Task description: Every entry here needs to be repeated exactly.

Task data:
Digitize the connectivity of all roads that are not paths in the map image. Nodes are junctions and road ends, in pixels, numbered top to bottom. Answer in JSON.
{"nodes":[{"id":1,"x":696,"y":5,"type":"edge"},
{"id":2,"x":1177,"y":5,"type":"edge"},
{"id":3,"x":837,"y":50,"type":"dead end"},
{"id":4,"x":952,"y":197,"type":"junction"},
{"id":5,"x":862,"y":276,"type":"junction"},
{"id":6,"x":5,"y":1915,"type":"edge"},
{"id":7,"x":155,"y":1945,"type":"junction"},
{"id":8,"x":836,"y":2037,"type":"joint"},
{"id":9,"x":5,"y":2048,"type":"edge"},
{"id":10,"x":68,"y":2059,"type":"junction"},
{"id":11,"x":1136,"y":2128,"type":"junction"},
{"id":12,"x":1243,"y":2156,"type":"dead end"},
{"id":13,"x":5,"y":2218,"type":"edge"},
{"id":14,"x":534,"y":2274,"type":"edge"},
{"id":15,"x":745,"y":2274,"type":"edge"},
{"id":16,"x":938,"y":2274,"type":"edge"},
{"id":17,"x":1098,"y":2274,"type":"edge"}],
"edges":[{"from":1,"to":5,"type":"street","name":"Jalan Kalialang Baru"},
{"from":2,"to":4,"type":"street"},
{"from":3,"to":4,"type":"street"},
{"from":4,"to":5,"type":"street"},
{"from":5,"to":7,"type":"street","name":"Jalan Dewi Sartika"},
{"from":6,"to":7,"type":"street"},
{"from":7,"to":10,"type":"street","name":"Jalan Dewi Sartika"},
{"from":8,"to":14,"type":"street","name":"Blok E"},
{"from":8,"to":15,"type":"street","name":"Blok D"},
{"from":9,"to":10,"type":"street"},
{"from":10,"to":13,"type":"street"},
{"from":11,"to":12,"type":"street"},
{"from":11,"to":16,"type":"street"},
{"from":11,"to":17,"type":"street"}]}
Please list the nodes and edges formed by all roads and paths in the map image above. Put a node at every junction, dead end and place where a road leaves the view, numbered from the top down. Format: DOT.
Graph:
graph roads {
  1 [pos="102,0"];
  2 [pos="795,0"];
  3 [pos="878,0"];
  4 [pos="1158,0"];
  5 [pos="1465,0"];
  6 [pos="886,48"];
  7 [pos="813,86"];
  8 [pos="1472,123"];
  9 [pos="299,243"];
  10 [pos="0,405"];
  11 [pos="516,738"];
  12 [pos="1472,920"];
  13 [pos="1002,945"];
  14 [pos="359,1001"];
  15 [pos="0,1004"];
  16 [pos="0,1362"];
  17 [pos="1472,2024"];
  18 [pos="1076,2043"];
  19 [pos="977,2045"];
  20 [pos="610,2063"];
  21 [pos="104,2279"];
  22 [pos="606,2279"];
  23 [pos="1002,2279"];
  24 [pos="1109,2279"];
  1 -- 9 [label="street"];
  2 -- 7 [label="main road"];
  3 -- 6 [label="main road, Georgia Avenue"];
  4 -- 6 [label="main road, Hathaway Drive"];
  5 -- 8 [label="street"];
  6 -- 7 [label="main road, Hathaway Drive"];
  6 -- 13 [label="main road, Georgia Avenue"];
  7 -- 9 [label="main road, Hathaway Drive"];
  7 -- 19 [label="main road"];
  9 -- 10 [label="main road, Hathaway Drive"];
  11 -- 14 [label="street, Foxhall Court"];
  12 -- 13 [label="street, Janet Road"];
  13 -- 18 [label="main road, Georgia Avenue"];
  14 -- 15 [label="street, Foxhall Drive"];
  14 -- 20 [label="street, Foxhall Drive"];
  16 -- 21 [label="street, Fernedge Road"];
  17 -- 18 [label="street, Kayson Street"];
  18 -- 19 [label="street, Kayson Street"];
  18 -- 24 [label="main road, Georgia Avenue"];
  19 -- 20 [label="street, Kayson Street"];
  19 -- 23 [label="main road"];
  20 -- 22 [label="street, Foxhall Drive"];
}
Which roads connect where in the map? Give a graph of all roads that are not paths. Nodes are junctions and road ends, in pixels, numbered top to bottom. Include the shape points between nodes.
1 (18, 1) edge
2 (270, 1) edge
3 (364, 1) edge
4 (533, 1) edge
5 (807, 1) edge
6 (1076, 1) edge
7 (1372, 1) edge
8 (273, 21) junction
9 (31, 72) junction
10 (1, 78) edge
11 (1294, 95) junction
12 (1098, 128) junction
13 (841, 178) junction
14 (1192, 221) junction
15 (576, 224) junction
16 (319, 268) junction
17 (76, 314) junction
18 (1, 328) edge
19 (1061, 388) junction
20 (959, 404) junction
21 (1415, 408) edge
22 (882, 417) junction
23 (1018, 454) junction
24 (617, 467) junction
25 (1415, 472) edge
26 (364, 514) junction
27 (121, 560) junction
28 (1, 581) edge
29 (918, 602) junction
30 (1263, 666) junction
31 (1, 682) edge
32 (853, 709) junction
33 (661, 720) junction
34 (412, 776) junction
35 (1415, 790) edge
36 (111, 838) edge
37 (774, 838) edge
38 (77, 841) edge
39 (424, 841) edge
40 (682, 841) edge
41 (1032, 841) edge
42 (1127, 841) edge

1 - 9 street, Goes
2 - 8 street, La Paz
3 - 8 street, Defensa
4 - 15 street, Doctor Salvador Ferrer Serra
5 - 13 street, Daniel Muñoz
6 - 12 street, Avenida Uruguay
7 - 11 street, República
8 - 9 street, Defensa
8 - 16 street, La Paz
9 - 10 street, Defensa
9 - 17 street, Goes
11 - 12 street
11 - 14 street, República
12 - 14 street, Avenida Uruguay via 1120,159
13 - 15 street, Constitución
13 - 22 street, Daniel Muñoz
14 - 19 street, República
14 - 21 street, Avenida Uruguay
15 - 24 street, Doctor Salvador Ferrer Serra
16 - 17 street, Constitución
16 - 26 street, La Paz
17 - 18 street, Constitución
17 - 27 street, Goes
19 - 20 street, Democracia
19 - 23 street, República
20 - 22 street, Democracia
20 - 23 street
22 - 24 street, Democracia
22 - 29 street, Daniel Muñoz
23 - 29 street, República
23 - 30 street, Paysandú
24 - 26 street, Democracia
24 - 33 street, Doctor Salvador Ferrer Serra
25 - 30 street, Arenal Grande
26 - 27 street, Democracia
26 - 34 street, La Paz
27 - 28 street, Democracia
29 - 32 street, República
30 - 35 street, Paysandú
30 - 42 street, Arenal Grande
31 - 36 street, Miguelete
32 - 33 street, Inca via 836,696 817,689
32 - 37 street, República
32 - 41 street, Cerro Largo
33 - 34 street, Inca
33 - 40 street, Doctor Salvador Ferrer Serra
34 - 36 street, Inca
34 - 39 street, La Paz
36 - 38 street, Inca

Result:
Digitize the connectivity of all roads that are not paths in the map image. Nodes are junctions and road ends, in pixels, numbered top to bottom. Answer in JSON.
{"nodes":[{"id":1,"x":696,"y":5,"type":"edge"},
{"id":2,"x":1177,"y":5,"type":"edge"},
{"id":3,"x":837,"y":50,"type":"dead end"},
{"id":4,"x":952,"y":197,"type":"junction"},
{"id":5,"x":862,"y":276,"type":"junction"},
{"id":6,"x":5,"y":1915,"type":"edge"},
{"id":7,"x":155,"y":1945,"type":"junction"},
{"id":8,"x":836,"y":2037,"type":"joint"},
{"id":9,"x":5,"y":2048,"type":"edge"},
{"id":10,"x":68,"y":2059,"type":"junction"},
{"id":11,"x":1136,"y":2128,"type":"junction"},
{"id":12,"x":1243,"y":2156,"type":"dead end"},
{"id":13,"x":5,"y":2218,"type":"edge"},
{"id":14,"x":534,"y":2274,"type":"edge"},
{"id":15,"x":745,"y":2274,"type":"edge"},
{"id":16,"x":938,"y":2274,"type":"edge"},
{"id":17,"x":1098,"y":2274,"type":"edge"}],
"edges":[{"from":1,"to":5,"type":"street","name":"Jalan Kalialang Baru"},
{"from":2,"to":4,"type":"street"},
{"from":3,"to":4,"type":"street"},
{"from":4,"to":5,"type":"street"},
{"from":5,"to":7,"type":"street","name":"Jalan Dewi Sartika"},
{"from":6,"to":7,"type":"street"},
{"from":7,"to":10,"type":"street","name":"Jalan Dewi Sartika"},
{"from":8,"to":14,"type":"street","name":"Blok E"},
{"from":8,"to":15,"type":"street","name":"Blok D"},
{"from":9,"to":10,"type":"street"},
{"from":10,"to":13,"type":"street"},
{"from":11,"to":12,"type":"street"},
{"from":11,"to":16,"type":"street"},
{"from":11,"to":17,"type":"street"}]}
Please list the nodes and edges formed by all roads and paths in the map image above. Put a node at every junction, dead end and place where a road leaves the view, numbered from the top down. Format: DOT.
Graph:
graph roads {
  1 [pos="102,0"];
  2 [pos="795,0"];
  3 [pos="878,0"];
  4 [pos="1158,0"];
  5 [pos="1465,0"];
  6 [pos="886,48"];
  7 [pos="813,86"];
  8 [pos="1472,123"];
  9 [pos="299,243"];
  10 [pos="0,405"];
  11 [pos="516,738"];
  12 [pos="1472,920"];
  13 [pos="1002,945"];
  14 [pos="359,1001"];
  15 [pos="0,1004"];
  16 [pos="0,1362"];
  17 [pos="1472,2024"];
  18 [pos="1076,2043"];
  19 [pos="977,2045"];
  20 [pos="610,2063"];
  21 [pos="104,2279"];
  22 [pos="606,2279"];
  23 [pos="1002,2279"];
  24 [pos="1109,2279"];
  1 -- 9 [label="street"];
  2 -- 7 [label="main road"];
  3 -- 6 [label="main road, Georgia Avenue"];
  4 -- 6 [label="main road, Hathaway Drive"];
  5 -- 8 [label="street"];
  6 -- 7 [label="main road, Hathaway Drive"];
  6 -- 13 [label="main road, Georgia Avenue"];
  7 -- 9 [label="main road, Hathaway Drive"];
  7 -- 19 [label="main road"];
  9 -- 10 [label="main road, Hathaway Drive"];
  11 -- 14 [label="street, Foxhall Court"];
  12 -- 13 [label="street, Janet Road"];
  13 -- 18 [label="main road, Georgia Avenue"];
  14 -- 15 [label="street, Foxhall Drive"];
  14 -- 20 [label="street, Foxhall Drive"];
  16 -- 21 [label="street, Fernedge Road"];
  17 -- 18 [label="street, Kayson Street"];
  18 -- 19 [label="street, Kayson Street"];
  18 -- 24 [label="main road, Georgia Avenue"];
  19 -- 20 [label="street, Kayson Street"];
  19 -- 23 [label="main road"];
  20 -- 22 [label="street, Foxhall Drive"];
}
Which roads connect where in the map? Give a graph of all roads that are not paths. Nodes are junctions and road ends, in pixels, numbered top to bottom. Include the shape points between nodes.
1 (18, 1) edge
2 (270, 1) edge
3 (364, 1) edge
4 (533, 1) edge
5 (807, 1) edge
6 (1076, 1) edge
7 (1372, 1) edge
8 (273, 21) junction
9 (31, 72) junction
10 (1, 78) edge
11 (1294, 95) junction
12 (1098, 128) junction
13 (841, 178) junction
14 (1192, 221) junction
15 (576, 224) junction
16 (319, 268) junction
17 (76, 314) junction
18 (1, 328) edge
19 (1061, 388) junction
20 (959, 404) junction
21 (1415, 408) edge
22 (882, 417) junction
23 (1018, 454) junction
24 (617, 467) junction
25 (1415, 472) edge
26 (364, 514) junction
27 (121, 560) junction
28 (1, 581) edge
29 (918, 602) junction
30 (1263, 666) junction
31 (1, 682) edge
32 (853, 709) junction
33 (661, 720) junction
34 (412, 776) junction
35 (1415, 790) edge
36 (111, 838) edge
37 (774, 838) edge
38 (77, 841) edge
39 (424, 841) edge
40 (682, 841) edge
41 (1032, 841) edge
42 (1127, 841) edge

1 - 9 street, Goes
2 - 8 street, La Paz
3 - 8 street, Defensa
4 - 15 street, Doctor Salvador Ferrer Serra
5 - 13 street, Daniel Muñoz
6 - 12 street, Avenida Uruguay
7 - 11 street, República
8 - 9 street, Defensa
8 - 16 street, La Paz
9 - 10 street, Defensa
9 - 17 street, Goes
11 - 12 street
11 - 14 street, República
12 - 14 street, Avenida Uruguay via 1120,159
13 - 15 street, Constitución
13 - 22 street, Daniel Muñoz
14 - 19 street, República
14 - 21 street, Avenida Uruguay
15 - 24 street, Doctor Salvador Ferrer Serra
16 - 17 street, Constitución
16 - 26 street, La Paz
17 - 18 street, Constitución
17 - 27 street, Goes
19 - 20 street, Democracia
19 - 23 street, República
20 - 22 street, Democracia
20 - 23 street
22 - 24 street, Democracia
22 - 29 street, Daniel Muñoz
23 - 29 street, República
23 - 30 street, Paysandú
24 - 26 street, Democracia
24 - 33 street, Doctor Salvador Ferrer Serra
25 - 30 street, Arenal Grande
26 - 27 street, Democracia
26 - 34 street, La Paz
27 - 28 street, Democracia
29 - 32 street, República
30 - 35 street, Paysandú
30 - 42 street, Arenal Grande
31 - 36 street, Miguelete
32 - 33 street, Inca via 836,696 817,689
32 - 37 street, República
32 - 41 street, Cerro Largo
33 - 34 street, Inca
33 - 40 street, Doctor Salvador Ferrer Serra
34 - 36 street, Inca
34 - 39 street, La Paz
36 - 38 street, Inca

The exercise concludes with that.